Marcela: Sí, acorde a lo que venía respondiendo, creo que en esta temporada tuvimos ese acercamiento. Lo hicimos desde lo mismo: desde la cotidianidad, desde el juego. Creo que en la cotidianidad normalizamos muchas situaciones que definitivamente tienen un tinte violento muy fuerte. Es hacer conciencia de eso y llevarlo a ese universo infantil, donde los niños están todo el tiempo relacionándose con esas situaciones de conflicto. Generar a través de sus mismas apreciaciones y sus mismas lógicas soluciones muy bonitas. Esto es también invitación a ver la nueva temporada que viene cargada de todos esos elementos que enriquecen y que son reales en la vida cotidiana de los colombianos. Son historias que hemos creado con mucho respeto, mucha pasión y mucho deseo de que ayuden y fortalezcan el diálogo. Que fortalezcan la convivencia y la paz que todos tenemos que afrontar. 
 

¿Qué mensaje quieren que quede luego de diez años de Guillermina y Candelario?

Maritza: Son diez años tremendamente significativos. Nos alegra y se nos engorda el corazón que ya una generación de niños haya crecido viendo nuestros programas. La serie ha ido consolidando una propuesta de contenido cada vez más sólida. Es muy interesante esa evolución que el mismo proyecto ha ido teniendo y a lo que hemos llegado desde la tercera temporada: una propuesta intercultural. Es un elemento diferenciador que vino por la necesidad de crear otras historias y enriquecer la trama de los capítulos. 

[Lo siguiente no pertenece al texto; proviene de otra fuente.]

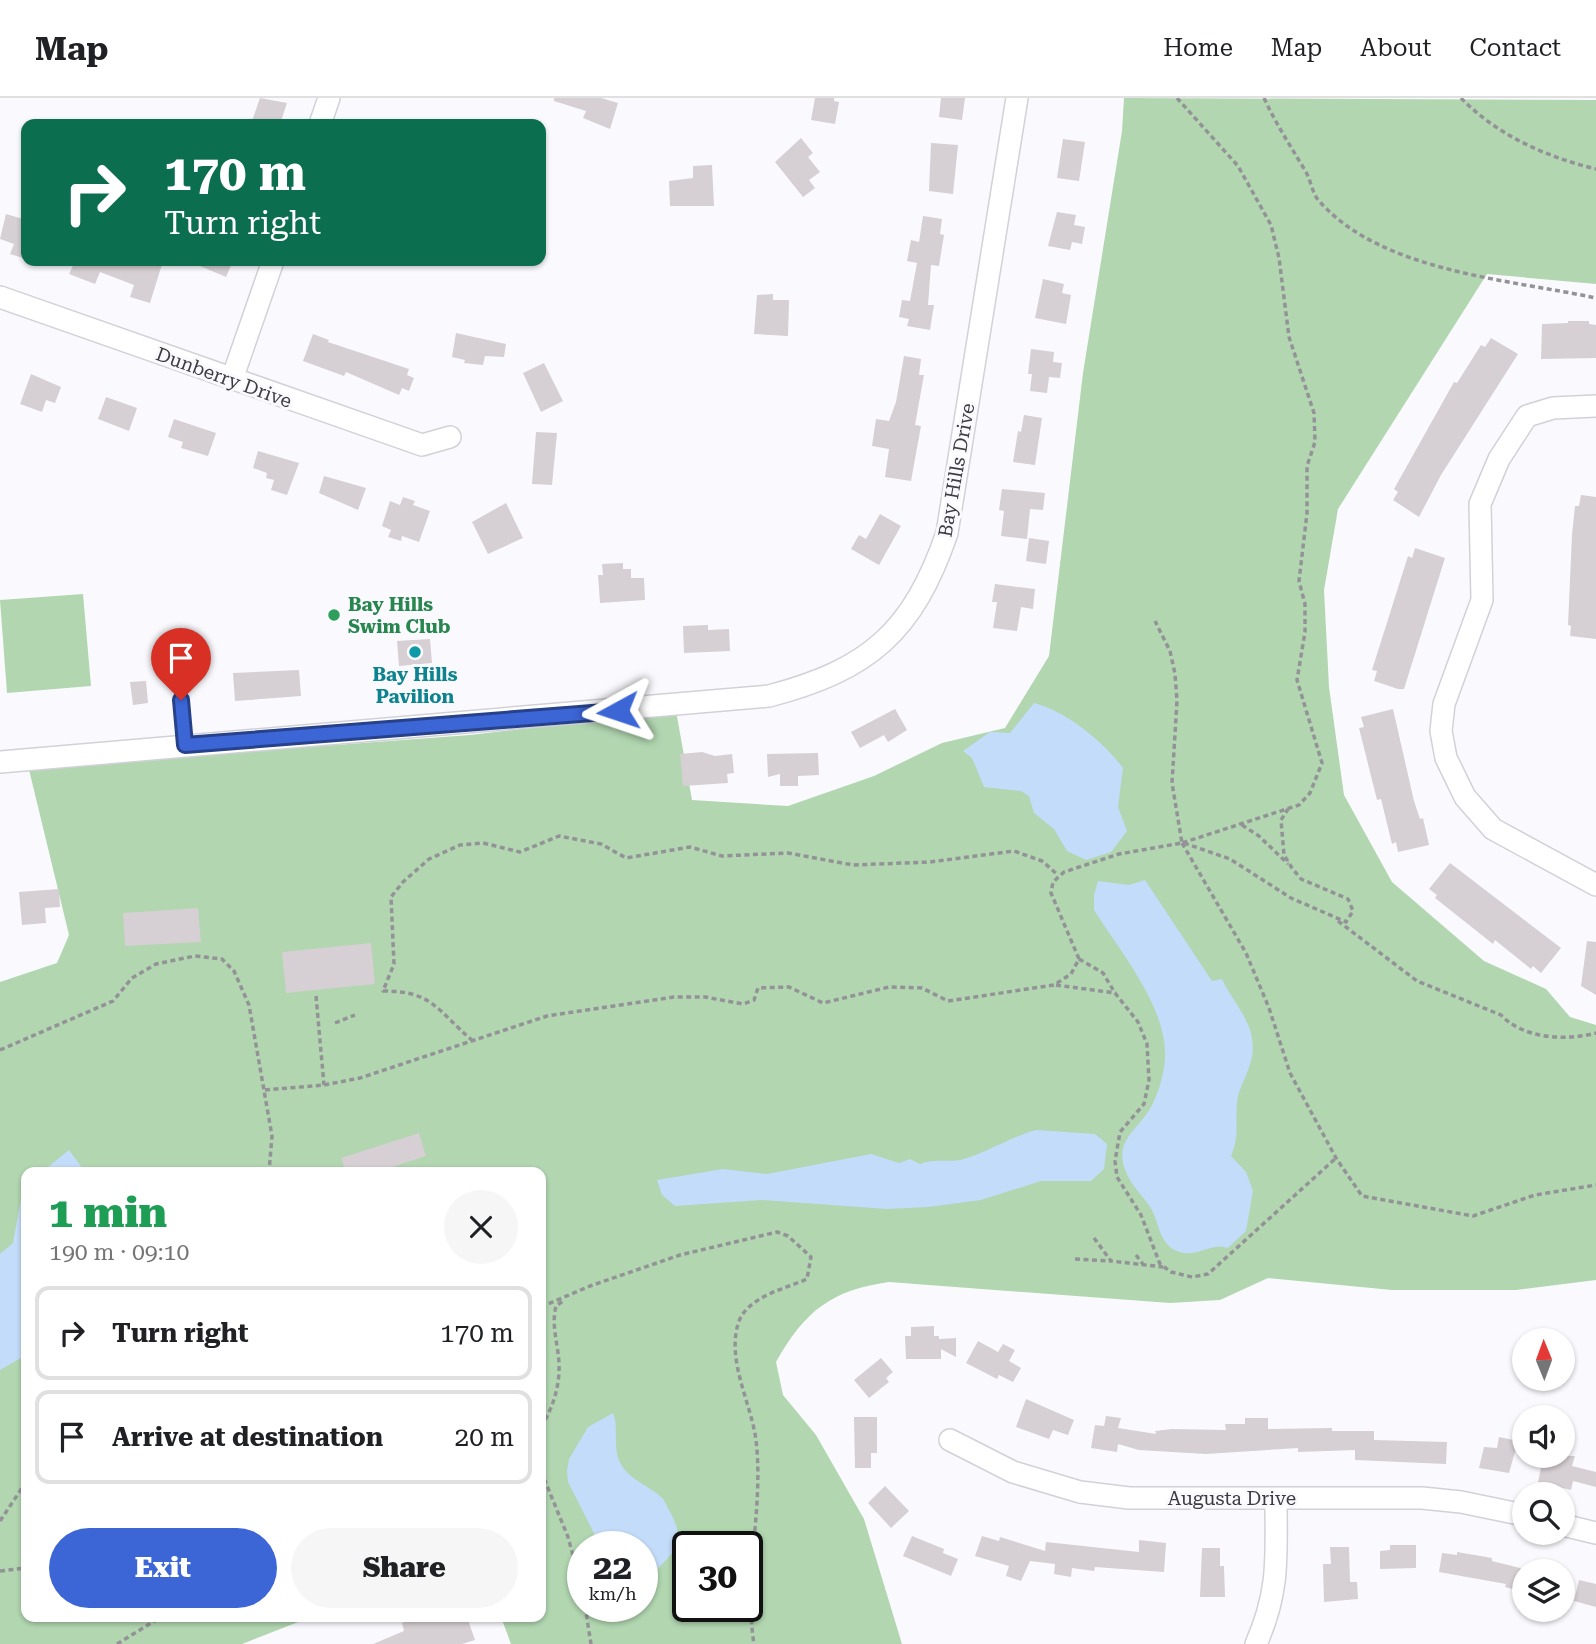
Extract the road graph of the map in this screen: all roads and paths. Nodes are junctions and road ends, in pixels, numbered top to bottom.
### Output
1 (329, 98) edge
2 (1017, 98) edge
3 (1177, 98) edge
4 (1264, 98) edge
5 (1461, 98) edge
6 (322, 119) edge
7 (1596, 169) edge
8 (271, 266) edge
9 (0, 297) edge
10 (1596, 298) edge
11 (232, 379) junction
12 (1596, 406) edge
13 (450, 437) dead end
14 (1155, 621) dead end
15 (181, 700) dead end
16 (185, 745) junction
17 (0, 762) edge
18 (1288, 809) junction
19 (1242, 825) junction
20 (1182, 843) junction
21 (1290, 865) junction
22 (1059, 875) junction
23 (1596, 885) edge
24 (1330, 916) junction
25 (1079, 958) junction
26 (1054, 985) junction
27 (1115, 993) junction
28 (316, 996) dead end
29 (355, 1014) dead end
30 (335, 1023) dead end
31 (1596, 1033) edge
32 (473, 1041) junction
33 (0, 1050) edge
34 (324, 1085) junction
35 (265, 1090) junction
36 (1336, 1158) junction
37 (270, 1167) edge
38 (1596, 1185) edge
39 (1094, 1238) dead end
40 (1136, 1255) dead end
41 (1075, 1259) dead end
42 (1111, 1261) junction
43 (1162, 1266) junction
44 (1145, 1267) junction
45 (568, 1298) junction
46 (546, 1305) edge
47 (546, 1418) edge
48 (950, 1440) dead end
49 (546, 1483) edge
50 (21, 1490) edge
51 (1276, 1499) junction
52 (1512, 1513) edge
53 (0, 1521) edge
54 (1575, 1528) edge
55 (1596, 1533) edge
56 (567, 1535) edge
57 (21, 1569) edge
58 (0, 1571) edge
59 (153, 1622) edge
60 (588, 1622) edge
61 (117, 1644) edge
62 (591, 1644) edge
63 (754, 1644) edge
64 (1256, 1644) edge

1 - 6 street
2 - 16 street, Bay Hills Drive
3 - 18 path
4 - 10 path
5 - 7 path
8 - 11 street
9 - 11 street, Dunberry Drive
11 - 13 street, Dunberry Drive
12 - 23 street
14 - 20 path
15 - 16 lane
16 - 17 street, Bay Hills Drive
18 - 19 path
18 - 21 path
19 - 20 path
19 - 21 path
20 - 22 path
20 - 24 path
20 - 36 path
21 - 24 path
22 - 25 path
22 - 32 path
24 - 31 path
25 - 26 path
25 - 27 path
26 - 27 path
26 - 32 path
27 - 43 path
28 - 34 path
29 - 30 path
32 - 34 path
33 - 35 path
34 - 35 path
35 - 37 path
36 - 38 path
36 - 43 path
39 - 42 path
40 - 44 path
41 - 42 path
42 - 44 path
43 - 44 path
45 - 46 path
45 - 47 path
45 - 63 path
48 - 51 street, Augusta Drive
49 - 56 path
50 - 53 path
51 - 52 street, Augusta Drive
51 - 64 street
54 - 55 street
57 - 58 path
59 - 61 path
60 - 62 path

Primero llegó una familia mestiza proveniente del interior del país y luego, como les decíamos, en esta quinta temporada, una familia indígena Embera. Vemos ya un tema intercultural en las relaciones entre tres familias: las historias que se dan entre los niños y ese encuentro de cómo cada uno ve  la vida o cómo le han enseñado en su familia ciertas cosas. Un encuentro de saberes. Es una apuesta de contenido y pedagógica. Creo que en todo esto, el mensaje más importante es el respeto a la diversidad. Uno diría que es un cometido pequeño, pero es un enorme reto.